Cloud. Big Data. Analytics... and so on: accumulo

Showing posts with label accumulo. Show all posts

Wednesday, August 13, 2014

Accumulo: How to creat a new table and set permissions

Creating a new table in Accumulo is pretty easy. It is as simple as

createtable my_new_cool_table

Now let's say that you create this table as a root. How can you check if another user will be able to read or write to this table? Let's say that you have user bob, how can you check what this user sees or can do?

Run following command
userpermissions -u bob

You should see a list of tables and current user authorization on a particular table

userpermissions -u bob
System permissions: System.CREATE_TABLE, System.DROP_TABLE, System.SYSTEM
Table permissions (!METADATA): Table.READ
Table permissions (META): Table.READ, Table.WRITE

The new table is not in the list since user bob can't do anything with the table that was created by root. Let's change that! In order for user bob to be able to read from new table, execute this command

grant Table.READ -t my_new_cool_table -u bob

If you were to re-execute userpermissions command, you would see

userpermissions -u bob
System permissions: System.CREATE_TABLE, System.DROP_TABLE, System.SYSTEM
Table permissions (!METADATA): Table.READ
Table permissions (META): Table.READ, Table.WRITE
Table permissions (my_new_cool_table): Table.READ

Full list of authorizations:
Table.ALTER_TABLE
Table.BULK_IMPORT
Table.DROP_TABLE
Table.GRANT
Table.READ
Table.WRITE

Sunday, May 18, 2014

Apache Accumulo rFile Generation and Import

I wrote a very quick project to demonstrate how to generate Apache Accumulo rFile in HDFS in a location of your choice and then upload it into Apache Accumulo of your choice.
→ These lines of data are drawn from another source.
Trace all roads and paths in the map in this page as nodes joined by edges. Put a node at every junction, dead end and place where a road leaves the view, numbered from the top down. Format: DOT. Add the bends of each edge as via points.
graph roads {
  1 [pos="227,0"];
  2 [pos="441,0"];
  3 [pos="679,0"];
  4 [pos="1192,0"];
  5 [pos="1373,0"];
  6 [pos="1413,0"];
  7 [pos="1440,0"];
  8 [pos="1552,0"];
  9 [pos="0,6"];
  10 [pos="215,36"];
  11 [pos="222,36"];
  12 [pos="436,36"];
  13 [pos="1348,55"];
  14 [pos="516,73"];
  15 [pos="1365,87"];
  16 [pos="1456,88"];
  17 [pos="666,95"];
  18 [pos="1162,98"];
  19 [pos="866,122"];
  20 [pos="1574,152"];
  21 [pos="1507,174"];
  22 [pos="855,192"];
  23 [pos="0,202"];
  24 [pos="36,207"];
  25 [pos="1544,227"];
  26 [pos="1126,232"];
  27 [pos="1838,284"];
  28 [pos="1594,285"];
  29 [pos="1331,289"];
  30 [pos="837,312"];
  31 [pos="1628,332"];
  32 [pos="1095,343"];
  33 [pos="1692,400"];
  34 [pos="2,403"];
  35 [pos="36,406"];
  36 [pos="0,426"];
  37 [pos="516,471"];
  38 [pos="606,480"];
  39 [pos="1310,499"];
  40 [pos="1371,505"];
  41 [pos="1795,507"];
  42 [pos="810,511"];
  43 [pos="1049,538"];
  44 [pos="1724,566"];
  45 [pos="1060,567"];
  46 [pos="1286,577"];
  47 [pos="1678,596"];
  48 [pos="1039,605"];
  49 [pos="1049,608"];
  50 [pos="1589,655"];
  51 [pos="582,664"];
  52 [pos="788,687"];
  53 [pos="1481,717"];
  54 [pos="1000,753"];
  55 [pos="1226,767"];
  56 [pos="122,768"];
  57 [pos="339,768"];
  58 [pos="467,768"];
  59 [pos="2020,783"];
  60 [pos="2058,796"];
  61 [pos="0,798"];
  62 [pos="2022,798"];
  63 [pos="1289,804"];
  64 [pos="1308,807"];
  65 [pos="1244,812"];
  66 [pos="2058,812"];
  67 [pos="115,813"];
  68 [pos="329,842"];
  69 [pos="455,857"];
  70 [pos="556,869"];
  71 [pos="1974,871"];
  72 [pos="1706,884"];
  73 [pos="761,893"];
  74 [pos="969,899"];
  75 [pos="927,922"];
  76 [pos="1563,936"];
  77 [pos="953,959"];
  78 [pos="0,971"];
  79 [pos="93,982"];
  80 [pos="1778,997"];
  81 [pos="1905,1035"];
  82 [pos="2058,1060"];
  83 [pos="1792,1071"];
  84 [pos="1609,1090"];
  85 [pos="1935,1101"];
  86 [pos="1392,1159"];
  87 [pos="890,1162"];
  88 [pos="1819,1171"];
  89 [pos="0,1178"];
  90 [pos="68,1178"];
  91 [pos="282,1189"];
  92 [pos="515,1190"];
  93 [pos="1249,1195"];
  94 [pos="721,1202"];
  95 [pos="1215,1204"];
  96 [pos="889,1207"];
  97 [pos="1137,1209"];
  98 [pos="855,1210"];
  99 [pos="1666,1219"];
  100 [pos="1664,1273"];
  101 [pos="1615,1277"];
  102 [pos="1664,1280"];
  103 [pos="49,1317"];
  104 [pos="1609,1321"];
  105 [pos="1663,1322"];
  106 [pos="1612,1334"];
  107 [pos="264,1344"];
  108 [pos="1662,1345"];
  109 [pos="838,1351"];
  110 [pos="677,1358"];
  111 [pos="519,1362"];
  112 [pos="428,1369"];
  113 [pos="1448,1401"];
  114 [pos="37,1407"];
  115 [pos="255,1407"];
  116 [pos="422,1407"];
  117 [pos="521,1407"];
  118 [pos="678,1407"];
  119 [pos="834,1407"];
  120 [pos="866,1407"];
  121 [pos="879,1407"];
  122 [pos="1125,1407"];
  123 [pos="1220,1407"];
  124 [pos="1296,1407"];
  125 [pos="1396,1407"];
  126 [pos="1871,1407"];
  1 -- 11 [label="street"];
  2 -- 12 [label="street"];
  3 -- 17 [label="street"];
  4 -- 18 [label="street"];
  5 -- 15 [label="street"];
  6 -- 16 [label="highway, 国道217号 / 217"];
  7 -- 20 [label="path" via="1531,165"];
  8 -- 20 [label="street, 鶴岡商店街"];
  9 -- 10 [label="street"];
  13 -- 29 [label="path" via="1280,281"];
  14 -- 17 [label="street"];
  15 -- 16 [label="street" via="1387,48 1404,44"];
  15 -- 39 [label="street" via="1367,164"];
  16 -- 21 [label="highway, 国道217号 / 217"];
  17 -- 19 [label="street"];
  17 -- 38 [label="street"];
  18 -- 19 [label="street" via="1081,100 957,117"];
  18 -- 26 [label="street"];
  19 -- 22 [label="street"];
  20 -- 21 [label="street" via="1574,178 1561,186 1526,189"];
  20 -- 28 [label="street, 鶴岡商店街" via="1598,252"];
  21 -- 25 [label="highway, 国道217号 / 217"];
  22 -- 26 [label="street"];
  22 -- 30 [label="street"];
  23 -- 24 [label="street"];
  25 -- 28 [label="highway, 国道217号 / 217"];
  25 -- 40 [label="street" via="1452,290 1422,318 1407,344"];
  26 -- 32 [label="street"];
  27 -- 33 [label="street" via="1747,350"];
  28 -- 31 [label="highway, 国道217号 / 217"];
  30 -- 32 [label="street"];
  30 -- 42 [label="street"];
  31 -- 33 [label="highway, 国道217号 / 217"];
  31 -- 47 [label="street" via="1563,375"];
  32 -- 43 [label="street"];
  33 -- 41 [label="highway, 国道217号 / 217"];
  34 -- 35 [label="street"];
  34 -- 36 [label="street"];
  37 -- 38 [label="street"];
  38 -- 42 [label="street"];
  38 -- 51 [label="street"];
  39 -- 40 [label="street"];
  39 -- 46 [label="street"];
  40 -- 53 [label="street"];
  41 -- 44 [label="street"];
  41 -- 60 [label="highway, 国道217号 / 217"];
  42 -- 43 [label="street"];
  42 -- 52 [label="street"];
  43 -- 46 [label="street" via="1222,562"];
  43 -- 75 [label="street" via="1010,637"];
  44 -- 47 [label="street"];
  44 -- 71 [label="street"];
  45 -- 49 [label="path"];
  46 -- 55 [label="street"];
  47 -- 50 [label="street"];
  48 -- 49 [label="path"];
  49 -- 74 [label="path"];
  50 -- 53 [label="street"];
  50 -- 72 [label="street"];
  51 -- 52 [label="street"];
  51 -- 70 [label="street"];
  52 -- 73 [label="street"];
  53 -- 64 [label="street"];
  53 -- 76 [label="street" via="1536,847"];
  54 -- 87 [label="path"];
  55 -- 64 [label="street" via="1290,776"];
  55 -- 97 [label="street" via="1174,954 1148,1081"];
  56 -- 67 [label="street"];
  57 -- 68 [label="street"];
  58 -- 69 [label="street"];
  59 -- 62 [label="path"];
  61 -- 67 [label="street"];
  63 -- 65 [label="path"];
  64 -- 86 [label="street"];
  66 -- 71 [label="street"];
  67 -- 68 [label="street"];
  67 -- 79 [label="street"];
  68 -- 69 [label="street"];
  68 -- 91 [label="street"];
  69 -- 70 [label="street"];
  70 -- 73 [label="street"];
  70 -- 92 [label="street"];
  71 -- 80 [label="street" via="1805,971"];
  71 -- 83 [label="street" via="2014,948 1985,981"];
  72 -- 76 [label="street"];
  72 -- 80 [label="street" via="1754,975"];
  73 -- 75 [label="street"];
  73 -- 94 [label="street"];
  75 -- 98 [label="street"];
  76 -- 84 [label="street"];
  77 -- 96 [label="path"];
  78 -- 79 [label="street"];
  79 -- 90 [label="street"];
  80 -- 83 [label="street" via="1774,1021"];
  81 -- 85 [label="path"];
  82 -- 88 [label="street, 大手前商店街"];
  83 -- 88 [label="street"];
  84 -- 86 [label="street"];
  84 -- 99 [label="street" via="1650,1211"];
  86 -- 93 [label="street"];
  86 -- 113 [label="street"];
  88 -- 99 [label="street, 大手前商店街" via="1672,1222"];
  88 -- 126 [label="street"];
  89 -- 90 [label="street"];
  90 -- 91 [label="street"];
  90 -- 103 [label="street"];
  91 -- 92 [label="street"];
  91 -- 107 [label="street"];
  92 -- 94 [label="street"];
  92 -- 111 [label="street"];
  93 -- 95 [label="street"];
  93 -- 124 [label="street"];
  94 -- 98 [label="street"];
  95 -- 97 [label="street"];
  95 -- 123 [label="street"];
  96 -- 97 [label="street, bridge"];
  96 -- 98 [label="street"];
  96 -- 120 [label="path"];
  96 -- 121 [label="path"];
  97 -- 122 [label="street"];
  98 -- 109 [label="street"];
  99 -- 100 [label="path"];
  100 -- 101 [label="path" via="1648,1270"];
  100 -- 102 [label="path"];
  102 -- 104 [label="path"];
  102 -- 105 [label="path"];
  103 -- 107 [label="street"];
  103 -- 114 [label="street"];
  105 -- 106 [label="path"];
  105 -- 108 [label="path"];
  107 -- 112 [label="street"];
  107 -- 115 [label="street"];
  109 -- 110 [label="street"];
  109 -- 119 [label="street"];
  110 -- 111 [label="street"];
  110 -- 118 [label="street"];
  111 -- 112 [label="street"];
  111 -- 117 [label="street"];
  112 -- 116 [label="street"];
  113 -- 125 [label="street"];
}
Some configuration will be required. The project is still work in progress... but it will give you what you need if you are looking how to generate Accumulo records programmatically, store them in HDFS and later import them into your Accumulo instance.

Source code: https://github.com/krinkere/rFileGenerator

Sunday, April 13, 2014

Connecting to the Accumulo using Java

Now that our Accumulo is set up, let’s connect to it through Java App so we can create our first table and write some data into it.

(I am going to assume that you have maven installed on your machine… If not, see this)

Create simple maven project.
mvn archetype:generate -DgroupId=org.mytest.accexample -DartifactId=simple -Dpackage=org.mytest.accexample -Dversion=1.0-SNAPSHOT

Accept all defaults.

Since we will be connecting to Accumulo, it comes to no surprise that we would need jars to support Accumulo, Zookeeper and Hadoop. So add this to your pom.xml file

  <dependency>
   <groupId>org.apache.accumulo</groupId>
   <artifactId>accumulo-core</artifactId>
   <version>1.4.4</version>
  </dependency>
  <dependency>
   <groupId>org.apache.hadoop</groupId>
   <artifactId>hadoop-core</artifactId>
   <version>1.2.1</version>
  </dependency>
  <dependency>
   <groupId>org.apache.zookeeper</groupId>
   <artifactId>zookeeper</artifactId>
   <version>3.4.5</version>
  </dependency>

Now it is time to write a program to connect to our Accumulo instance and put some records in!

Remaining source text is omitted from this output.